A propos de chimie qui serait partout, ou de cette notion de technoscience que je crois chimérique (pour l'instant)

Décidément, il faudra que l'on m'explique mieux... si l'on peut !
Des amis disent que "la chimie est partout", d'une part,  et d'autres prétendent que la science moderne est une "technoscience", d'autre part.

Je ne comprends pas l'argumentation de mes interlocuteurs. En soi, ce n'est pas grave, mais j'aimerais quand même être assuré de mes propres idées.

Commençons par la chimie, qui est donc une science de la nature : celle qui étudie les réarrangements d'atomes.
Que veulent dire nos amis qui disent que la chimie serait partout ? Quand on marche, quand on respire, il y a des myriades de réarrangements d'atomes (des "réactions", qui ne deviennent chimiques que s'ils sont étudiés par la chimie), mais une personne qui respire ou qui marche n'est pas un chimiste, puisque ce n'est pas un scientifique.

Mes interlocuteurs veulent-ils dire qu'il y a des réarrangements atomiques partout ?
D'abord, pas partout (parfois, pour les métaux ou pour des matériaux inorganiques, ce ne sont pas des molécules, dont il s'agit), et, ensuite, si c'est cela que l'on veut dire, pourquoi ne le dit-on pas ?
Mes interlocuteurs veulent-ils dire qu'il y a des applications de la chimie partout  :  les cosmétiques, les détergents, les engrais, etc. ?  Alors disons que les applications de la chimie sont (presque) partout...  mais pas la chimie elle-même,  puisque la chimie est  une science de la nature (on y reviendra), qui ne se confond pas avec ses applications... même si certains font la confusion des deux.
Plus généralement, je ne comprends pas l'intérêt qu'on certains à vouloir confondre les sciences et les applications des sciences  : l'arbre n'est pas le fruit.
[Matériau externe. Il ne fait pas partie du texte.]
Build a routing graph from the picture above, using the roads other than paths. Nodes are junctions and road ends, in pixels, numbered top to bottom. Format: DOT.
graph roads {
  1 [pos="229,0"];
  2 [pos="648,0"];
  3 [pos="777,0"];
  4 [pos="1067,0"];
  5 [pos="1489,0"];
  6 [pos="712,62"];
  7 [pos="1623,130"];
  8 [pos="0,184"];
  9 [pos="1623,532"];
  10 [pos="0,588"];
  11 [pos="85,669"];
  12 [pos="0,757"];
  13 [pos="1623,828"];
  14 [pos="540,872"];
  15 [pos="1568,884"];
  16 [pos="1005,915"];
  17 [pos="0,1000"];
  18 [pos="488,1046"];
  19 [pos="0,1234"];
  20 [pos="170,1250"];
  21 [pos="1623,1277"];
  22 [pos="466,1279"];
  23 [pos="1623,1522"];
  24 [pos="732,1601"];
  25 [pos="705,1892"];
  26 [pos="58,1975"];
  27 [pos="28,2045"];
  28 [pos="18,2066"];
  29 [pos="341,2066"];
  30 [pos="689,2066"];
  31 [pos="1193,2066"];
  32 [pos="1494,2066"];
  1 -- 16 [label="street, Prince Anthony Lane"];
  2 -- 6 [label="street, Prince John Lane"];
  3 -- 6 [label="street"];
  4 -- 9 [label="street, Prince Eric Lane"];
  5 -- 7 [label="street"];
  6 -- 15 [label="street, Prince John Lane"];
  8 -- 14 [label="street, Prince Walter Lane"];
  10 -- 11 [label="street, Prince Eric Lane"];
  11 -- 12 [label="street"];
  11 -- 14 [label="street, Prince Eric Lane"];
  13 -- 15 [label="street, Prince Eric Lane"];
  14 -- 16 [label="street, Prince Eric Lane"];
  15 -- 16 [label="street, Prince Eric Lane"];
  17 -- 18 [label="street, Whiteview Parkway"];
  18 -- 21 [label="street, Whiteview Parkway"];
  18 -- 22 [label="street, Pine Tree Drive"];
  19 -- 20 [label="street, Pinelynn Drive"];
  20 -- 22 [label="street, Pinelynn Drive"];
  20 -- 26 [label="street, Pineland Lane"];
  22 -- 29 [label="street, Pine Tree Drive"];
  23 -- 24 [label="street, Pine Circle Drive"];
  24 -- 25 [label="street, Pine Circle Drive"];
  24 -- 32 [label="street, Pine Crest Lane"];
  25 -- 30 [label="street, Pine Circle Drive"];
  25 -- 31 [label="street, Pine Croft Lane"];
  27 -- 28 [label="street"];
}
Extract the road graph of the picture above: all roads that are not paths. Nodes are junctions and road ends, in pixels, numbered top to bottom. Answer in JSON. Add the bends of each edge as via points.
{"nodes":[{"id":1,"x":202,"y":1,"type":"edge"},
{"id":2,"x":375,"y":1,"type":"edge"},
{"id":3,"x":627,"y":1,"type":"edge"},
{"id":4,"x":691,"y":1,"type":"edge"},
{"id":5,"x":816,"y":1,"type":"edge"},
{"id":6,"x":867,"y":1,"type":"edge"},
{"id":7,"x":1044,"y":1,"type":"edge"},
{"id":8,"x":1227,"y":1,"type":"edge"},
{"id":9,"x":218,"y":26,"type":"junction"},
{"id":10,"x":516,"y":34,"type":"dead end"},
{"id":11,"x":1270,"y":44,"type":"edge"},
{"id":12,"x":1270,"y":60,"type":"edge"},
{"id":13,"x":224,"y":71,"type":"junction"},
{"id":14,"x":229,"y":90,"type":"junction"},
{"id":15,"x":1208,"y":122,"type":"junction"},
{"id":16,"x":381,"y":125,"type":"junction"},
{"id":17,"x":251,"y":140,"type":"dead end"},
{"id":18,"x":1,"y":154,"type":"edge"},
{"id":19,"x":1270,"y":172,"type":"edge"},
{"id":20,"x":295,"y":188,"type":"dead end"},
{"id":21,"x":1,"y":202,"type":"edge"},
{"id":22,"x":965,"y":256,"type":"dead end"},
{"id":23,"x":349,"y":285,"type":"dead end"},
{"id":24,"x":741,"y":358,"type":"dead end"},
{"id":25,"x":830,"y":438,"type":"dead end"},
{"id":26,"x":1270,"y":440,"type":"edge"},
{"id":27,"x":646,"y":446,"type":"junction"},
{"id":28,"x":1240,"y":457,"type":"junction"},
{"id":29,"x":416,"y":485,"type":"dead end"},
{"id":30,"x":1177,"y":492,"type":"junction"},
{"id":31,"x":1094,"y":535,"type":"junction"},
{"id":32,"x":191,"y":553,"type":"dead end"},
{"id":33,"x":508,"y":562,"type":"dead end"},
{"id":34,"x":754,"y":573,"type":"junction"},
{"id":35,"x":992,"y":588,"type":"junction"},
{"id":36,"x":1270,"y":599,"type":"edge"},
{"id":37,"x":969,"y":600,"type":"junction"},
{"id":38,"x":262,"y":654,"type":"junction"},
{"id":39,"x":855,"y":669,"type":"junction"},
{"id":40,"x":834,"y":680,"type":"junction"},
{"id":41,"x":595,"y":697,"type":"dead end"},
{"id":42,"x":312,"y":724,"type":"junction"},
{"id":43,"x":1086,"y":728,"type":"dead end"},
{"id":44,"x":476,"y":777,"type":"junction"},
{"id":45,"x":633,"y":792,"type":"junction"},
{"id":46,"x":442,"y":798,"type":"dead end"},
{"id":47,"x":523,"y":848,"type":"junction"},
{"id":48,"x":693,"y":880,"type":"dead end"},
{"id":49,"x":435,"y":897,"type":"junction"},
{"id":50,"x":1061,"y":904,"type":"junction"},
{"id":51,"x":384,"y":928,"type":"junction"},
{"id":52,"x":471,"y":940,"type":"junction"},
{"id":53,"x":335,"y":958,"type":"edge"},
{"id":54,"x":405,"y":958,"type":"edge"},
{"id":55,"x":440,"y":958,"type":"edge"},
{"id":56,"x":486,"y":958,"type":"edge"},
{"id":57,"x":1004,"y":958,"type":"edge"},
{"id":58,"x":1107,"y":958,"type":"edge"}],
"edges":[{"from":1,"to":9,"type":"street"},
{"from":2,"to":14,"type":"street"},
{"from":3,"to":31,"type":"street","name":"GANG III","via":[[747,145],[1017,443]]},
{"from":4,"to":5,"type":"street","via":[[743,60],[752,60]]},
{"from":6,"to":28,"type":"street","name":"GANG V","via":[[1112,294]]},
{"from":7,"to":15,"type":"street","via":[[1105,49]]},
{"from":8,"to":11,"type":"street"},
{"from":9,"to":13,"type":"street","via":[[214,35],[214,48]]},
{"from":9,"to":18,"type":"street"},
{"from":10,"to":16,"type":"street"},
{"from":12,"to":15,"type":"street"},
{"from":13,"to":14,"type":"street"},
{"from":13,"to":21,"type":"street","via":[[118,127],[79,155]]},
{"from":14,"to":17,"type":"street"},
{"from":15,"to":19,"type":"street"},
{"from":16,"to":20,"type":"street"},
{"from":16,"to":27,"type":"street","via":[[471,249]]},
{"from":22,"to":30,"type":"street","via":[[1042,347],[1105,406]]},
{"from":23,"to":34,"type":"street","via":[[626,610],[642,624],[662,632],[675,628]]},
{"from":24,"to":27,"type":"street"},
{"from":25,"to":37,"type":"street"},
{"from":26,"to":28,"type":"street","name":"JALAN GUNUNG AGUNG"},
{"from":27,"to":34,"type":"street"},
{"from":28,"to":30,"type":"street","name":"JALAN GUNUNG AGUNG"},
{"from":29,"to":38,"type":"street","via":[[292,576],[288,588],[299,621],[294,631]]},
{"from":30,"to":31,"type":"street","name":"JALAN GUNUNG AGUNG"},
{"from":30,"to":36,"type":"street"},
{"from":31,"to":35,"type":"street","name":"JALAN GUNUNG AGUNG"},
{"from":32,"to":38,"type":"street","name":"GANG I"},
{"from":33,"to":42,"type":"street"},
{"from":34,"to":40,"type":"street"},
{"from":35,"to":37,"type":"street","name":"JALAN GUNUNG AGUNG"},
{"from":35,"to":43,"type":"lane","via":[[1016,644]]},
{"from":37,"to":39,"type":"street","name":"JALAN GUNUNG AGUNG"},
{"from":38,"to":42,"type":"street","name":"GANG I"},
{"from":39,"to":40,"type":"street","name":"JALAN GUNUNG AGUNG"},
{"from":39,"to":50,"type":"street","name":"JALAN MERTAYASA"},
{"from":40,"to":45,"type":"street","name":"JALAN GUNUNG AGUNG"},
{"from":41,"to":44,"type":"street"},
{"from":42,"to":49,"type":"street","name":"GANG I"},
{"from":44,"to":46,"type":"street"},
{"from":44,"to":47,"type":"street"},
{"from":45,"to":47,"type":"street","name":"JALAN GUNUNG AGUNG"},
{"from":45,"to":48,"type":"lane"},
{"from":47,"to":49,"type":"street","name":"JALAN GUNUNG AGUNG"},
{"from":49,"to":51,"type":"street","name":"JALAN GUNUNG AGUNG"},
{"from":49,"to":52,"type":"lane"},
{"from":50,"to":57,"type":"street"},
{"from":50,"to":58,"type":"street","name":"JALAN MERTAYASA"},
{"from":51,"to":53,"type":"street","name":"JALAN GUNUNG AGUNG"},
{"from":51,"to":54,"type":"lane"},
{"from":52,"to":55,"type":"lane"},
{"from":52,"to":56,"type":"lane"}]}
Les technosciences seraient-elles comme les anges ?
À propos des "technosciences", maintenant, je maintiens que dire un mot ne suffit pas pour faire exister une idée : on peut parler des anges, mais ils n'existent pas (jusqu'à plus ample informé).
D'autre part, mes  interlocuteurs qui me parlent de technosciences sont souvent des épistémologistes qui évoquent je ne sais quel Kuhn (en réalité, je le sais très bien, puisque j'ai lu -sans plaisir- Thomas Kuhn), mais qu'ils me parlent de Kuhn, ou de Koyré, ou de Feyerabend, ou de Popper, ou de Wittgenstein, ou de Hottois, peu me chaut : c'est un argument  d'autorité... et la lecture de ces auteurs ne me convainc pas. 
Mais surtout, je vois mal pourquoi je devrais me référer à des épistémologistes ou des sociologues, puisqu'il suffit de réfléchir et d'observer l'activité scientifique que je fais chaque jour : comme beaucoup d'entre nous, je cherche les mécanismes des phénomènes (par une méthode que j'ai décrite par ailleurs trop souvent pour que j'y revienne ici).
Et là, nous savons parfaitement - à condition d'être de bonne foi- distinguer les activités scientifiques et les activités technologiques.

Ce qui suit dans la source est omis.